Tuesday, July 12, 2011

Competing Currencies: A Defense Against Profligate Government Spending

By U.S. Rep. Ron Paul
Monday, July 11, 2011

http://paul.house.gov/index.php?option=com_content&view=article&id=1891

The end of June marked what is hopefully the end of the Federal Reserve's policy of quantitative easing. For months the Fed has purchased hundreds of billions of dollars of Treasury debt, enabling the government to fund its profligate deficit spending, push the national debt to its limit, and further devalue the dollar. Confidence in the dollar is plummeting, confidence in the euro has been shattered by the European bond crisis, and beleaguered consumers and investors are slowly but surely awakening to the fact that government-issued currencies do not hold their value.

Currency is sound only when it is recognized and accepted as such by individuals, through the actions of the market, without coercion. Throughout history, gold and silver have been the two commodities that have most satisfied the requirements of sound money. This is why people around the world are flocking once again to gold and silver as a store of value to replace their rapidly depreciating paper currencies. Even central banks have come to their senses and have begun to stock up on gold once again.

But in our country today, attempting to use gold and silver as money is severely punished, regardless of the fact that it is the only constitutionally-allowed legal tender. n one recent instance, entrepreneurs who attempted to create their own gold and silver currency were convicted by the federal government of "counterfeiting." Also, consider another case of an individual who was convicted of tax evasion for paying his employees with silver and gold coins rather than fiat paper dollars. The federal government acknowledges that such coins are legal tender at their face value, as they were issued by the U.S. government. But when it comes to income taxes owed by the employees who received them, the IRS suddenly deems the coins to be worth their full market value as precious metals.

These cases highlight the fact that a government monopoly on the issuance of money is purely a method of central control over the economy. If you can be forced to accept the government's increasingly devalued dollar, there is no limit to how far the government will go to debauch the currency. Anyone who attempts to create a market-based currency -- meaning a currency with real value as determined by markets -- threatens to embarrass the federal government and expose the folly of our fiat monetary system. So the government destroys competition through its usual tools of arrest, confiscation, and incarceration.

This is why I have taken steps to restore the constitutional monetary system envisioned and practiced by our Founding Fathers. I recently introduced HR 1098, the Free Competition in Currency Act. This bill eliminates three of the major obstacles to the circulation of sound money: federal legal tender laws that force acceptance of Federal Reserve Notes; "counterfeiting" laws that serve no purpose other than to ban the creation of private commodity currencies; and tax laws that penalize the use of gold and silver coins as money.
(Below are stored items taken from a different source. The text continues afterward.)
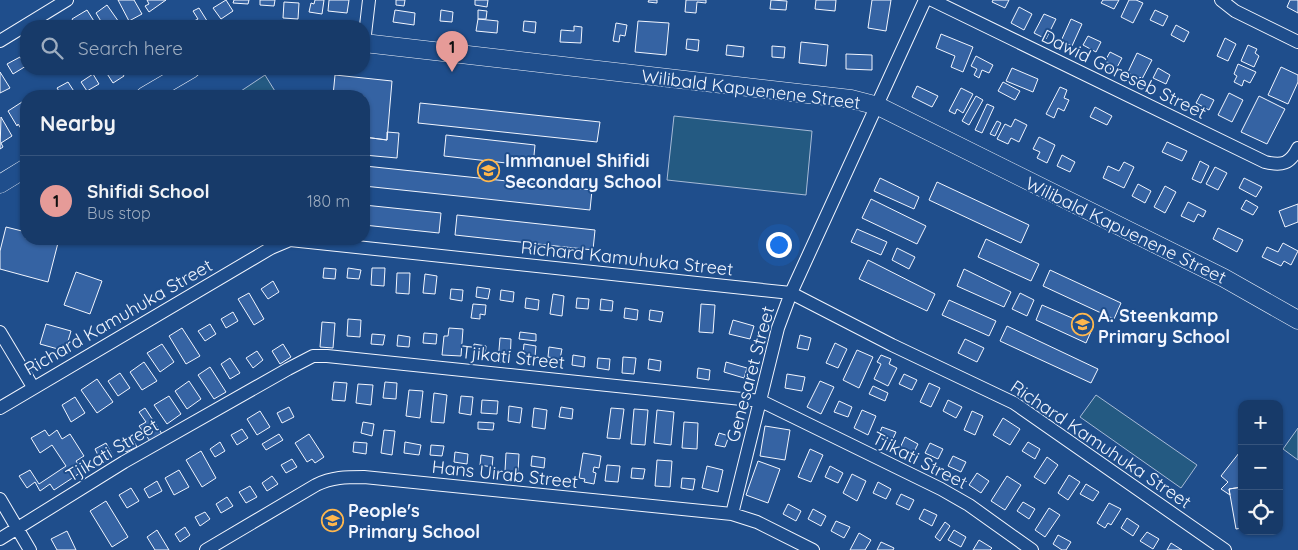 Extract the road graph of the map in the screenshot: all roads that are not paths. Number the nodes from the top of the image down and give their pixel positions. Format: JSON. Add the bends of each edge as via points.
{"nodes":[{"id":1,"x":67,"y":0,"type":"edge"},
{"id":2,"x":369,"y":0,"type":"edge"},
{"id":3,"x":925,"y":0,"type":"edge"},
{"id":4,"x":932,"y":0,"type":"edge"},
{"id":5,"x":1221,"y":0,"type":"edge"},
{"id":6,"x":31,"y":20,"type":"edge"},
{"id":7,"x":367,"y":20,"type":"edge"},
{"id":8,"x":20,"y":26,"type":"edge"},
{"id":9,"x":2,"y":36,"type":"edge"},
{"id":10,"x":1298,"y":42,"type":"edge"},
{"id":11,"x":370,"y":44,"type":"edge"},
{"id":12,"x":181,"y":75,"type":"edge"},
{"id":13,"x":155,"y":90,"type":"edge"},
{"id":14,"x":878,"y":106,"type":"junction"},
{"id":15,"x":1298,"y":148,"type":"edge"},
{"id":16,"x":20,"y":172,"type":"edge"},
{"id":17,"x":0,"y":184,"type":"edge"},
{"id":18,"x":278,"y":245,"type":"edge"},
{"id":19,"x":337,"y":245,"type":"edge"},
{"id":20,"x":790,"y":293,"type":"junction"},
{"id":21,"x":1298,"y":320,"type":"edge"},
{"id":22,"x":0,"y":332,"type":"edge"},
{"id":23,"x":34,"y":387,"type":"junction"},
{"id":24,"x":761,"y":401,"type":"junction"},
{"id":25,"x":0,"y":408,"type":"edge"},
{"id":26,"x":0,"y":499,"type":"edge"},
{"id":27,"x":732,"y":514,"type":"junction"},
{"id":28,"x":18,"y":528,"type":"junction"},
{"id":29,"x":0,"y":539,"type":"edge"},
{"id":30,"x":30,"y":550,"type":"edge"},
{"id":31,"x":206,"y":550,"type":"edge"},
{"id":32,"x":813,"y":550,"type":"edge"},
{"id":33,"x":1032,"y":550,"type":"edge"},
{"id":34,"x":1225,"y":550,"type":"edge"}],
"edges":[{"from":1,"to":6,"type":"street"},
{"from":2,"to":7,"type":"street"},
{"from":3,"to":14,"type":"street","name":"Genesaret Street"},
{"from":4,"to":15,"type":"street","name":"Dawid Goreseb Street","via":[[1265,162],[1283,164]]},
{"from":5,"to":10,"type":"street","via":[[1235,11]]},
{"from":8,"to":9,"type":"street"},
{"from":11,"to":14,"type":"street","name":"Wilibald Kapuenene Street","via":[[851,99]]},
{"from":12,"to":13,"type":"street"},
{"from":14,"to":20,"type":"street","name":"Genesaret Street"},
{"from":14,"to":21,"type":"street","name":"Wilibald Kapuenene Street","via":[[1224,278]]},
{"from":16,"to":17,"type":"street"},
{"from":18,"to":23,"type":"street","name":"Richard Kamuhuka Street"},
{"from":19,"to":20,"type":"street","name":"Richard Kamuhuka Street"},
{"from":20,"to":24,"type":"street","name":"Genesaret Street","via":[[778,328]]},
{"from":20,"to":34,"type":"street","name":"Richard Kamuhuka Street","via":[[1014,403]]},
{"from":22,"to":23,"type":"street"},
{"from":23,"to":25,"type":"street","name":"Richard Kamuhuka Street"},
{"from":24,"to":27,"type":"street","name":"Genesaret Street"},
{"from":24,"to":28,"type":"street","name":"Tjikati Street","via":[[342,356],[313,356],[124,462]]},
{"from":24,"to":33,"type":"street","name":"Tjikati Street","via":[[941,488]]},
{"from":26,"to":28,"type":"street"},
{"from":27,"to":31,"type":"street","name":"Hans Uirab Street","via":[[342,477],[316,485]]},
{"from":27,"to":32,"type":"street","name":"Hans Uirab Street","via":[[757,522]]},
{"from":28,"to":29,"type":"street","name":"Tjikati Street"},
{"from":28,"to":30,"type":"street"}]}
During this Congress I hope to hold hearings on this bill in order to highlight the importance of returning to a sound monetary system.

Allowing market participants to choose a sound currency will ensure that individuals' needs are met, rather than the needs of the government. Restoring sound money will restrict the ability of the government to reduce the citizenry's purchasing power and burden future generations with debt. Unlike the current system which benefits the Fed and its banking cartel, all Americans are better off with a sound currency.